POINT DE PRESSE
DU MINISTRE DES AFFAIRES ETRANGERES
ET EUROPEENNES,
M. BERNARD KOUCHNER
(Paris, 18 mars 2008)
EUFOR
Je voulais également dire quelques mots sur EUFOR qui a atteint, le 15 mars, la capacité opérationnelle. Bien entendu, son déploiement va se poursuivre puisque le nombre des soldats engagés doit atteindre 3.700 et que 1.700 soldats sont présents pour le moment.
Je rappelle qu’il y a 15 pays sur le terrain, qu’il y a 22 pays qui participent à la chaîne de commandement sous les ordres du général irlandais Nash, installé au quartier général opérationnel multinational du Mont-Valérien.
Ce sont les 27 pays de l’Union européenne qui ont financé la capacité opérationnelle.
Nous en espérons beaucoup, en particulier pour l’encouragement que cette Force européenne constitue pour le déploiement de la force hybride, de l’autre côté de la frontière du Tchad, au Soudan. Il y a très peu de jours, j’ai vu M. Ban Ki-moon et j’ai vu Jean-Marie Guéhenno, le directeur des Opérations de Maintien de la Paix. Nul doute que le déploiement d’EUFOR renforce les décisions qui seront prises pour augmenter la force hybride de l’autre côté de la frontière, au Soudan. Force européenne côté tchadien, Force hybride, c’est-à-dire Union africaine et ONU, de l’autre côté. Cette Force devrait représenter 26.000 hommes au Darfour.
Par ailleurs, c’est l’occasion de saluer, avec espoir, la déclaration de Dakar et l’accord entre le président du Soudan et le président du Tchad, entre M. Béchir et M. Déby.
Il y a eu beaucoup d’accords signés. Il y en a eu cinq, dont trois à Tripoli. En voilà un autre à Dakar. J’espère que celui-là sera le bon.

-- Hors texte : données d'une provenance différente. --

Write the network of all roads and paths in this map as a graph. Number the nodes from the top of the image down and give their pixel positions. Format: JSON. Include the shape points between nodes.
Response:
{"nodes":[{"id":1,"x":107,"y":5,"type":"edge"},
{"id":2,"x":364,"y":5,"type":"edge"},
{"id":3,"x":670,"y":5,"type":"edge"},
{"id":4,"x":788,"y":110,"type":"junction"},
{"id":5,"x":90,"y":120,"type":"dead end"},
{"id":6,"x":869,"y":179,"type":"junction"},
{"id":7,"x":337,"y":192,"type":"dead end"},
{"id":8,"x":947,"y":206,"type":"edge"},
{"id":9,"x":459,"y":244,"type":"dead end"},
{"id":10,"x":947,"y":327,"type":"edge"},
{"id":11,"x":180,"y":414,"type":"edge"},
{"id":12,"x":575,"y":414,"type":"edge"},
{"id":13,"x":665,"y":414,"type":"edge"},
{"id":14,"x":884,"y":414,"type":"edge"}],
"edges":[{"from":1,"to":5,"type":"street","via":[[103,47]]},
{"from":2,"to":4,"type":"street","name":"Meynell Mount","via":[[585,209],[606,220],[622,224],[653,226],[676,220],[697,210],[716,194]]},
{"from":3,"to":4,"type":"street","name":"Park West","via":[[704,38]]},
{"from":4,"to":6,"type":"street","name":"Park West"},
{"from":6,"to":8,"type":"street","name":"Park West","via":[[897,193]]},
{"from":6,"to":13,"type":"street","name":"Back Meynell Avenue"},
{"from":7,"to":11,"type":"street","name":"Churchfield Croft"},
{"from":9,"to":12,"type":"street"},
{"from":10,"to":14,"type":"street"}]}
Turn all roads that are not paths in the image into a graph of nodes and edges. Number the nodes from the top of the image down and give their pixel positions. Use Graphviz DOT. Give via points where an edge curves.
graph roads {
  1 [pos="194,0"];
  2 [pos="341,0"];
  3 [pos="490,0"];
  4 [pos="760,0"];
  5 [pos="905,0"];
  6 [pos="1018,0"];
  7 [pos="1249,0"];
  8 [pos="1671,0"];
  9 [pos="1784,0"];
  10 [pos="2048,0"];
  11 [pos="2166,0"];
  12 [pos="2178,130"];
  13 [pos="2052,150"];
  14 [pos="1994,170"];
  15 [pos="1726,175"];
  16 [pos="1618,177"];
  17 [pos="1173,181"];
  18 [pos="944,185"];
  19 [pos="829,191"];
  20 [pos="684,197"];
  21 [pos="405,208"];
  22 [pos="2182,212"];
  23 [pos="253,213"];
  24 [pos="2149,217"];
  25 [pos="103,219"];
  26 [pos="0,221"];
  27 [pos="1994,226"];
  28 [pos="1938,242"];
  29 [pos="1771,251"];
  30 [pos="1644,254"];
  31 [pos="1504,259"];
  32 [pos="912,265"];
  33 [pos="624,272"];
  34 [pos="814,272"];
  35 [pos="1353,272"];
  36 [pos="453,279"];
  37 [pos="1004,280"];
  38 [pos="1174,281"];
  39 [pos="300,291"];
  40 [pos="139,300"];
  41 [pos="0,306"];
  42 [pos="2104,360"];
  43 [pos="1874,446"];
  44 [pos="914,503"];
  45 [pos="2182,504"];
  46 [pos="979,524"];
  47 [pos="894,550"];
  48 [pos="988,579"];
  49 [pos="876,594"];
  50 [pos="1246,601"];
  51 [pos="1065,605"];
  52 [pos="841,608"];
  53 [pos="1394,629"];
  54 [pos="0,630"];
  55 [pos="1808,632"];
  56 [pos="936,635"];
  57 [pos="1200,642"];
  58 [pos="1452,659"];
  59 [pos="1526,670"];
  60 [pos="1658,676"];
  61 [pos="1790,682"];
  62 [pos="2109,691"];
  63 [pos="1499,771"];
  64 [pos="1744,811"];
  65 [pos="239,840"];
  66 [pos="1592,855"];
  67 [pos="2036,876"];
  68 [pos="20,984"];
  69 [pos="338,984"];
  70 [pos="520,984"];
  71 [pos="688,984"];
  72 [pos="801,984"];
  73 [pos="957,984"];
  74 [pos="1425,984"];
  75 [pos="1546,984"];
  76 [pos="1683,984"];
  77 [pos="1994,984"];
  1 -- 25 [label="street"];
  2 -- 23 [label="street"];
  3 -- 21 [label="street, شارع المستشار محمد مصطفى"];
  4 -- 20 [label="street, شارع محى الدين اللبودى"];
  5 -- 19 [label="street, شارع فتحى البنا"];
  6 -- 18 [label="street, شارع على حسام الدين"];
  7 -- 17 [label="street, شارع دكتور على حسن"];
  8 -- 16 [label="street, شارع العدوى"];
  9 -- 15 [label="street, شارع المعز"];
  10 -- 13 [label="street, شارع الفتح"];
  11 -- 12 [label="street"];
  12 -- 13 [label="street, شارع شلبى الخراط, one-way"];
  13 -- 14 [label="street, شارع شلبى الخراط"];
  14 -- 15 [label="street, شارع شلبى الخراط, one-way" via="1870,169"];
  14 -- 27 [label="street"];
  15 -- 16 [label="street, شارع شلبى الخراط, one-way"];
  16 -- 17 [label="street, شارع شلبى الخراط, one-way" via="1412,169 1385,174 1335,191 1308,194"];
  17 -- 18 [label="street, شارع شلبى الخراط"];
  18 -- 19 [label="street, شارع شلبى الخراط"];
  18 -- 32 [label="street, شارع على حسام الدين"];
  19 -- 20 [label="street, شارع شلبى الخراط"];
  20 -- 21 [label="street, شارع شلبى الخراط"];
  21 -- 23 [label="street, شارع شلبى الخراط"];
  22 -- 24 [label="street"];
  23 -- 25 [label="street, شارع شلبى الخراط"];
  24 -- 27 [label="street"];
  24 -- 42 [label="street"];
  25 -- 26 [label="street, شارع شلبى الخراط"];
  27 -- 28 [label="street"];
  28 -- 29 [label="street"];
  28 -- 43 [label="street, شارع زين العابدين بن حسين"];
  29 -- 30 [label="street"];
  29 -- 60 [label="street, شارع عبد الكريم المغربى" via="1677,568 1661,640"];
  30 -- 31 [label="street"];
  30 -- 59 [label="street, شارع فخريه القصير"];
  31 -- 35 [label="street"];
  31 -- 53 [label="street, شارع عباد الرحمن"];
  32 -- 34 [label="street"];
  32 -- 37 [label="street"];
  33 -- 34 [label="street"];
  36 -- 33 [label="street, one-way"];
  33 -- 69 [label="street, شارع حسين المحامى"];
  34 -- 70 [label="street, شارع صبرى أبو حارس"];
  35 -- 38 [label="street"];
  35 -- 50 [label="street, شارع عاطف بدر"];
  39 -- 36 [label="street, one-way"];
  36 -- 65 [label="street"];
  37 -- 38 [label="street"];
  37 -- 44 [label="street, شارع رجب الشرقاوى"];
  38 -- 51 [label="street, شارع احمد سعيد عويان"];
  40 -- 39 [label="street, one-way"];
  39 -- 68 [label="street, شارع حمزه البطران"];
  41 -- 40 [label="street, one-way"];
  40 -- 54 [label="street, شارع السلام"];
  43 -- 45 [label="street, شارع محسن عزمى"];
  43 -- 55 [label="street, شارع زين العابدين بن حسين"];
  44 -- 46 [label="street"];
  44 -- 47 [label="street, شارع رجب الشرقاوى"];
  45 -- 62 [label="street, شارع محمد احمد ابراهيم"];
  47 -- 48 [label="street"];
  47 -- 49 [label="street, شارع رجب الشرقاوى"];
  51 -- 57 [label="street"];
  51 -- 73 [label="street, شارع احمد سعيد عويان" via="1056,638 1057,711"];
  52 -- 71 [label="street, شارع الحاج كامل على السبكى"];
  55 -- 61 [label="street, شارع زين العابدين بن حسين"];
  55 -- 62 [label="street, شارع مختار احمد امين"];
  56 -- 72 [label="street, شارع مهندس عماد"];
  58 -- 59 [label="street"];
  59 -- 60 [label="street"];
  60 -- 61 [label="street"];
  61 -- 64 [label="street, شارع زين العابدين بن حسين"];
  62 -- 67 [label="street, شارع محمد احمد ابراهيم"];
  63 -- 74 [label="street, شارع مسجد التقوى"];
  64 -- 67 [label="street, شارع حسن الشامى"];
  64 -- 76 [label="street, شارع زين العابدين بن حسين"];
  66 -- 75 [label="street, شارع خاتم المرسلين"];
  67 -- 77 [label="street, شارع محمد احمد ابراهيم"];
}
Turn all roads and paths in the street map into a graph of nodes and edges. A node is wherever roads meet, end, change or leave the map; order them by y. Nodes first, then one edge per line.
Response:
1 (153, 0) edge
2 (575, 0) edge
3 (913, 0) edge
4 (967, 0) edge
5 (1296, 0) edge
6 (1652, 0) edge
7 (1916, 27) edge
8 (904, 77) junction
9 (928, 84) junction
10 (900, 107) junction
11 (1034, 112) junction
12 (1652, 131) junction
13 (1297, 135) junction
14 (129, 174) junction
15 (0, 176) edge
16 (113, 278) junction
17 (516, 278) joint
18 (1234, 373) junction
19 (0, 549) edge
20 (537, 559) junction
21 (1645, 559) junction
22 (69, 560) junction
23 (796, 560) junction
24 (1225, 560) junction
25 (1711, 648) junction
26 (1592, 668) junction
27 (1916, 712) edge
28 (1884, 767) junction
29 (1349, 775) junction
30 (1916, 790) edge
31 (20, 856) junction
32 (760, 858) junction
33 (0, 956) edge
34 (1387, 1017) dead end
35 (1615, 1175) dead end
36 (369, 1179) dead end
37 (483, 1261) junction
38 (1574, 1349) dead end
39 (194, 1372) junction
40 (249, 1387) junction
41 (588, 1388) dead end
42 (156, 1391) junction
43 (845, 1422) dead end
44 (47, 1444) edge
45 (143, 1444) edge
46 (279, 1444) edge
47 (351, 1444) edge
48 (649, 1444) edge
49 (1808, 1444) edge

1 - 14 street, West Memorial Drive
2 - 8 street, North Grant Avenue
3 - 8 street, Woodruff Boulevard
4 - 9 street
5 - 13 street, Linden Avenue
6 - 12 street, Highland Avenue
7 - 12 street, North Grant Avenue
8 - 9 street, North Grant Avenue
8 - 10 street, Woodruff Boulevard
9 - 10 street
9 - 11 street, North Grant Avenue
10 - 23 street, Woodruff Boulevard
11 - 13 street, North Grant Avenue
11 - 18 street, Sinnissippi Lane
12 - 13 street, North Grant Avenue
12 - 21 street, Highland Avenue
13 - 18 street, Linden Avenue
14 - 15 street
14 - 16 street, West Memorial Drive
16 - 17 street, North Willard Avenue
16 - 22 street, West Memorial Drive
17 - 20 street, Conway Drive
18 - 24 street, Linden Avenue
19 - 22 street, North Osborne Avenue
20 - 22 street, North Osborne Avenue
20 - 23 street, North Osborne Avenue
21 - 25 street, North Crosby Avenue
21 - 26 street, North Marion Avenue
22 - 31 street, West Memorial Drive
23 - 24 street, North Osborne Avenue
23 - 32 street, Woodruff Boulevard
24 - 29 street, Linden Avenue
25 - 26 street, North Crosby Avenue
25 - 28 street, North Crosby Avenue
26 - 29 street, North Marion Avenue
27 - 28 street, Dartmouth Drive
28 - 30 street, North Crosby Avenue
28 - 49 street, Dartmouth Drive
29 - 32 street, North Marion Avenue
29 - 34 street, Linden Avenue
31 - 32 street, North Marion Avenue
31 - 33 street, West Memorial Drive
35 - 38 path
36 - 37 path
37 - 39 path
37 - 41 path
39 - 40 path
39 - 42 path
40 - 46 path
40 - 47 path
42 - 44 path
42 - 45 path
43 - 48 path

J’espère donc que cette multiplication des efforts aboutira évidemment à un Processus de paix, à un processus politique sans lequel il n’y aura pas la paix. Je pense que ce déploiement des forces françaises et des forces européennes, ensemble, d’une part, puis des forces internationales, particulièrement africaines et des forces de l’ONU d’autre part, c’est encore ce que nous pouvions faire de mieux.
Je vous signale qu’aujourd’hui, à Genève, il y a une réunion politique à propos du Darfour. J’espère que tous ces événements profiteront les uns aux autres, dans le sens de la paix.
SUCCESSION DE M. GUEHENNO
Q - Vous avez cité M. Jean-Marie Guéhenno. J’aurais voulu connaître la position de la France, aujourd’hui, concernant sa succession. Si je comprends bien, ce poste sera bientôt vacant. Il a donné l’impression qu’il le quitterait. Un Français sera-t-il à ce poste ? La France en fera-t-elle une affaire de principe ?
R - Ce n’est pas la peine d’en faire une affaire de principes, c’est acquis, ce poste sera français. J’ai lu le contraire dans la presse, mais franchement, ce poste sera français. M. Guéhenno a effectué un travail exceptionnel. Il suffit de considérer ces dernières années, ces Opérations de Maintien de la Paix : il y en a eu et des difficiles ! Aucune n’a été simple. Jean-Marie a vraiment très bien saisi les rapports entre l’humanitaire et le politique, ce qui est au fondement d’une Opération de Maintien de la Paix, qui n’est jamais seule, qui n’est jamais prévue pour durer et qui dure toujours. En même temps, elle s’intéresse à une technique, une “science”, qu’il nous faut développer en France, et qui d’ailleurs n’a pas de traduction, et qui se nomme la “nation building”. On pourrait dire la fabrication de la démocratie, mais ce serait trop simple car la démocratie, c’est tout à fait autre chose, cela ne s’impose pas.
Jean-Marie a très bien travaillé, il ne s’en va pas avant le mois de juin et, bien entendu, des candidats français seront présentés au Secrétaire général des Nations unies.
Merci de cette question et encore une fois, je souligne le travail exceptionnel de Jean-Marie Guéhenno. Je le connaissais bien, il est venu nous voir au Kosovo en 1999, au moment où il fut nommé. Il avait eu la très bonne idée de faire la tournée de toutes les Missions de paix que les Nations unies menaient en même temps. Il était un peu effrayé par l’ampleur de la tâche. C’est une tâche exceptionnelle. Il y a 100.000 soldats sur les terrains. Il a vraiment bien travaillé.